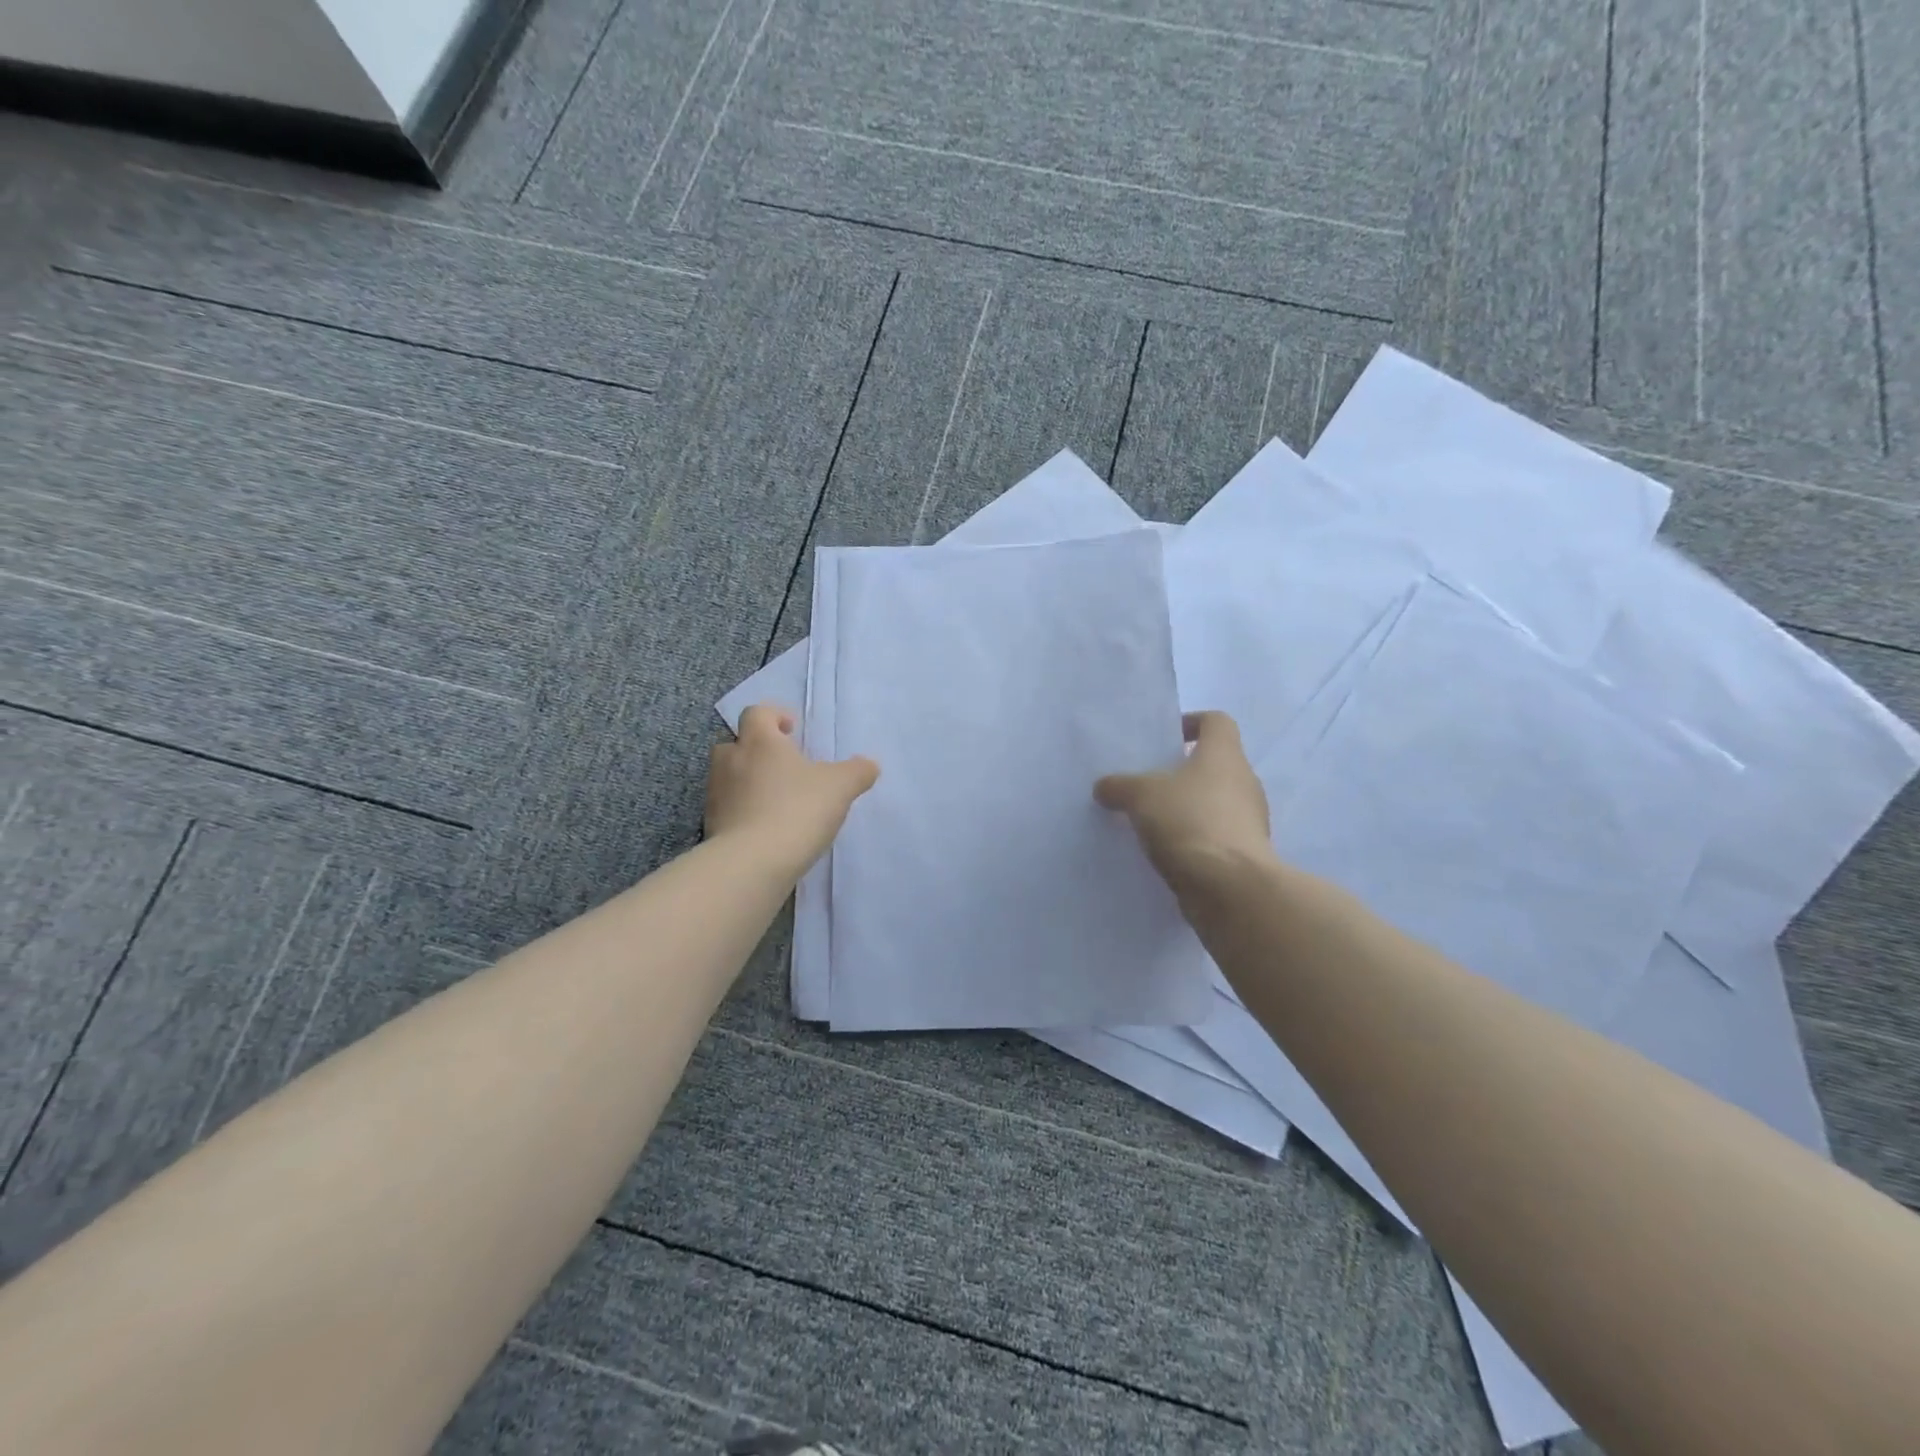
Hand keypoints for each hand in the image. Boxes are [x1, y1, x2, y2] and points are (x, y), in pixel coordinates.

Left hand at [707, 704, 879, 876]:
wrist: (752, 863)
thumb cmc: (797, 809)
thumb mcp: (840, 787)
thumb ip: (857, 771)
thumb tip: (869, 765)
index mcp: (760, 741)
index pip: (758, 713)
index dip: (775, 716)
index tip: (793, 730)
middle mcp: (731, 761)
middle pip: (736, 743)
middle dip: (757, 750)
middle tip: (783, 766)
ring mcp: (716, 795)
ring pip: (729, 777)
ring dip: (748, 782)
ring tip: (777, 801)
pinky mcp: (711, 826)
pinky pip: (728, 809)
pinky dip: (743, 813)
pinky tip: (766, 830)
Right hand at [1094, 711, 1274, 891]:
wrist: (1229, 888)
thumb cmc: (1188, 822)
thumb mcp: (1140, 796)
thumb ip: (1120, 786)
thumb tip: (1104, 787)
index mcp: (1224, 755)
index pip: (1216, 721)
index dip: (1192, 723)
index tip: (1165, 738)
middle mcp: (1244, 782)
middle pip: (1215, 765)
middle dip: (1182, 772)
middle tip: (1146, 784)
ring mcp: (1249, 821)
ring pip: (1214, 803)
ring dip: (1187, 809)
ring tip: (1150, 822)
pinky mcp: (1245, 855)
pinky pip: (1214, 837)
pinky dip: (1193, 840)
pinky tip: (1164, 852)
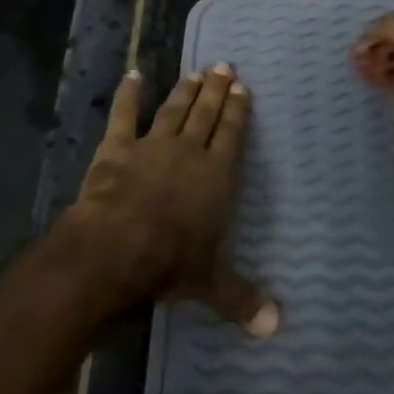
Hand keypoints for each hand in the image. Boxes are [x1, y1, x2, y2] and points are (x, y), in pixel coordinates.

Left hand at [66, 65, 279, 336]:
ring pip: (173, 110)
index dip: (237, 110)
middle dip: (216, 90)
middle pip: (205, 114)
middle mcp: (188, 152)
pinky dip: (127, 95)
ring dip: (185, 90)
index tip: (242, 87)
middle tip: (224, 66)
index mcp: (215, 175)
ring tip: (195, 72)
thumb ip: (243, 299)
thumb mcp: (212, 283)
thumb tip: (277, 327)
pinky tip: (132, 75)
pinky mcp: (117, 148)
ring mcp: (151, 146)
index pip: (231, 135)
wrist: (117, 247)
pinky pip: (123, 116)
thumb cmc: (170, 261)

(EXERCISE GOAL): Set down, from the entries above, exactly the lines from the one with "wrist: (1229, 888)" up to and including the one with "pinky tip: (1164, 852)", and no other lines.

(YOUR SOLUTION):
wrist: (1229, 888)
thumb cmc: (1188, 822)
thumb mcp: (1140, 796)
thumb ip: (1120, 786)
thumb tip: (1104, 787)
index mcp: (1224, 755)
index pip: (1216, 721)
index dip: (1192, 723)
index tip: (1165, 738)
middle mcp: (1244, 782)
middle pip: (1215, 765)
middle dip: (1182, 772)
middle tip: (1146, 784)
ring mcp: (1249, 821)
ring pip: (1214, 803)
ring dip: (1187, 809)
ring tip: (1150, 822)
pinky mcp: (1245, 855)
pinky pip: (1214, 837)
pinky dip: (1193, 840)
pinky tip: (1164, 852)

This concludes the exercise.